### Required work
Lines from the material below that hold the string "dead" are what is needed; copy each of them.

○ ○ ○ ○ ○ ○ ○

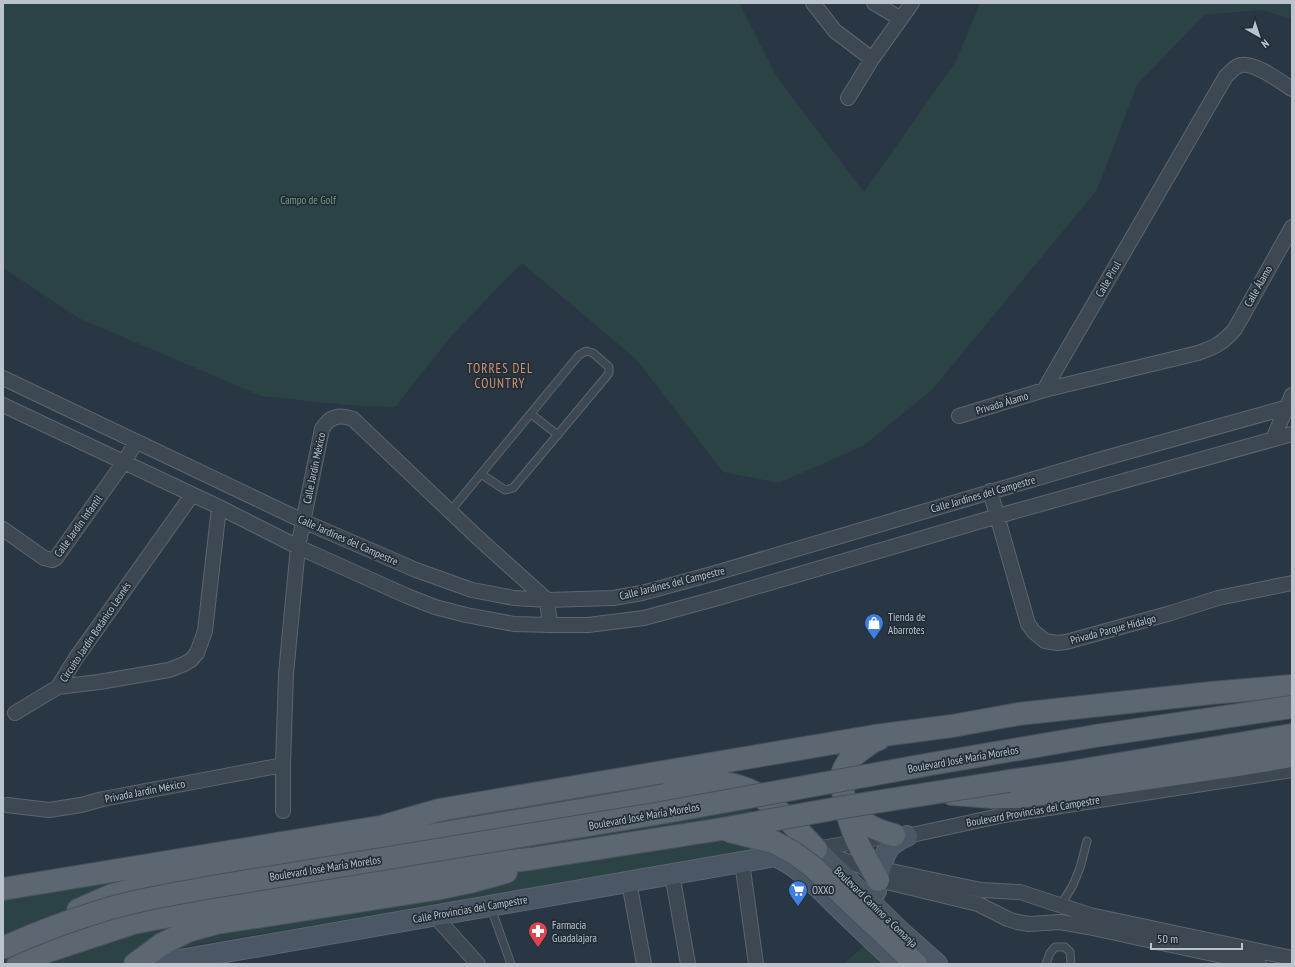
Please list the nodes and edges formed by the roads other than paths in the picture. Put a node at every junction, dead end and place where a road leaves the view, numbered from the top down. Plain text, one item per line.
1 (813, 3) edge
2 (874, 3) edge
3 (912, 3) edge
4 (901, 19) junction
5 (872, 59) junction
6 (1292, 89) edge
7 (848, 98) dead end
8 (1292, 227) edge
9 (3, 378) edge
10 (1044, 390) junction
11 (1290, 403) edge
12 (3, 405) edge
13 (531, 414) junction
14 (959, 416) dead end
15 (1292, 434) edge
16 (558, 436) junction
17 (1273, 439) junction
18 (136, 442) junction
19 (124, 462) junction
20 (481, 474) junction
21 (990, 491) junction
22 (192, 495) junction
23 (219, 507) junction
24 (450, 512) junction
25 (998, 516) junction
26 (303, 521) junction
27 (3, 529) edge
28 (298, 547) junction
29 (1292, 583) edge
30 (547, 600) junction
31 (550, 625) junction
32 (1292, 686) edge
33 (58, 687) junction
34 (1292, 707) edge
35 (15, 713) dead end
36 (895, 734) junction
37 (1292, 735) edge
38 (1292, 756) edge
39 (283, 765) junction
40 (1292, 770) edge
41 (726, 784) junction
42 (930, 794) junction
43 (844, 797) junction
44 (7, 805) dead end
45 (283, 811) dead end
46 (384, 826) junction
47 (722, 829) junction
48 (901, 836) junction
49 (858, 841) junction
50 (1087, 841) dead end
51 (816, 849) junction
52 (775, 856) junction
53 (530, 859) junction
54 (742, 862) junction
55 (873, 870) junction
56 (672, 874) junction
57 (629, 882) junction
58 (3, 890) edge
59 (999, 891) junction
60 (1054, 904) junction
61 (490, 906) junction
62 (993, 911) junction
63 (434, 915) junction
64 (1045, 923) junction
65 (902, 933) junction
66 (34, 934) junction
67 (3, 948) edge
68 (1292, 958) edge
69 (18, 964) edge
70 (134, 964) edge
71 (166, 964) edge
72 (478, 964) edge
73 (511, 964) edge
74 (644, 964) edge
75 (688, 964) edge
76 (756, 964) edge
77 (898, 964) edge
78 (916, 964) edge
79 (937, 964) edge
80 (1046, 964) edge
81 (1071, 964) edge
82 (1258, 964) edge

1 - 5 street
2 - 4 street
3 - 4 street
4 - 5 street
5 - 7 street
6 - 10 street, Calle Pirul
8 - 10 street, Calle Álamo
9 - 18 street, Calle Jardines del Campestre
10 - 14 street, Privada Álamo
11 - 17 street
11 - 21 street, Calle Jardines del Campestre
12 - 19 street
13 - 16 lane
13 - 16 lane
13 - 20 lane
15 - 17 street
16 - 20 lane
17 - 25 street
18 - 19 street, Calle Jardín Infantil
18 - 26 street, Calle Jardines del Campestre
19 - 22 street
19 - 27 street, Calle Jardín Infantil
20 - 24 lane
21 - 25 street, Privada Parque Hidalgo
21 - 30 street, Calle Jardines del Campestre
22 - 23 street
22 - 33 street, Circuito Jardín Botánico Leonés
23 - 28 street
23 - 33 street, Circuito Jardín Botánico Leonés
24 - 26 street, Calle Jardín México
24 - 30 street, Calle Jardín México
25 - 29 street, Privada Parque Hidalgo
25 - 31 street
26 - 28 street, Calle Jardín México
26 - 30 street, Calle Jardines del Campestre
28 - 31 street
28 - 39 street, Calle Jardín México
30 - 31 street
32 - 36 main road
33 - 35 street
34 - 66 main road, Boulevard José María Morelos, bridge
36 - 43 main road
36 - 46 main road
37 - 42 main road, Boulevard José María Morelos, bridge
38 - 42 main road, bridge
39 - 44 street, Privada Jardín México
39 - 45 street, Calle Jardín México
40 - 48 street, Boulevard Provincias del Campestre
41 - 46 main road
41 - 51 main road
41 - 66 main road, bridge
42 - 47 main road, Boulevard José María Morelos, bridge
43 - 48 main road
43 - 49 main road
46 - 58 main road
47 - 53 main road, Boulevard José María Morelos
47 - 78 main road, bridge
48 - 49 street, Boulevard Provincias del Campestre
48 - 55 street
49 - 51 street, Boulevard Provincias del Campestre
49 - 55 main road
50 - 60 lane
51 - 52 street, Boulevard Provincias del Campestre
51 - 55 street
51 - 65 street, Boulevard Camino a Comanja
52 - 54 street, Calle Provincias del Campestre
52 - 77 street
53 - 69 main road, Boulevard José María Morelos
53 - 70 main road
54 - 56 street, Calle Provincias del Campestre
54 - 76 street
55 - 59 street
55 - 62 street
55 - 65 street
56 - 57 street, Calle Provincias del Campestre
56 - 75 street
57 - 61 street, Calle Provincias del Campestre
57 - 74 street
59 - 60 street
59 - 62 street
60 - 64 street
60 - 68 street
61 - 63 street, Calle Provincias del Campestre
61 - 73 lane
62 - 64 street
63 - 71 street, Calle Provincias del Campestre
63 - 72 street
64 - 82 street
65 - 79 street, Boulevard Camino a Comanja
66 - 67 main road, Boulevard José María Morelos, bridge
80 - 81 lane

○ ○ ○ ○ ○ ○ ○

### Solution to this problem
Please list the nodes and edges formed by the roads other than paths in the picture. Put a node at every junction, dead end and place where a road leaves the view, numbered from the top down. Plain text, one item per line.
7 (848, 98) dead end
14 (959, 416) dead end
35 (15, 713) dead end
44 (7, 805) dead end
45 (283, 811) dead end
50 (1087, 841) dead end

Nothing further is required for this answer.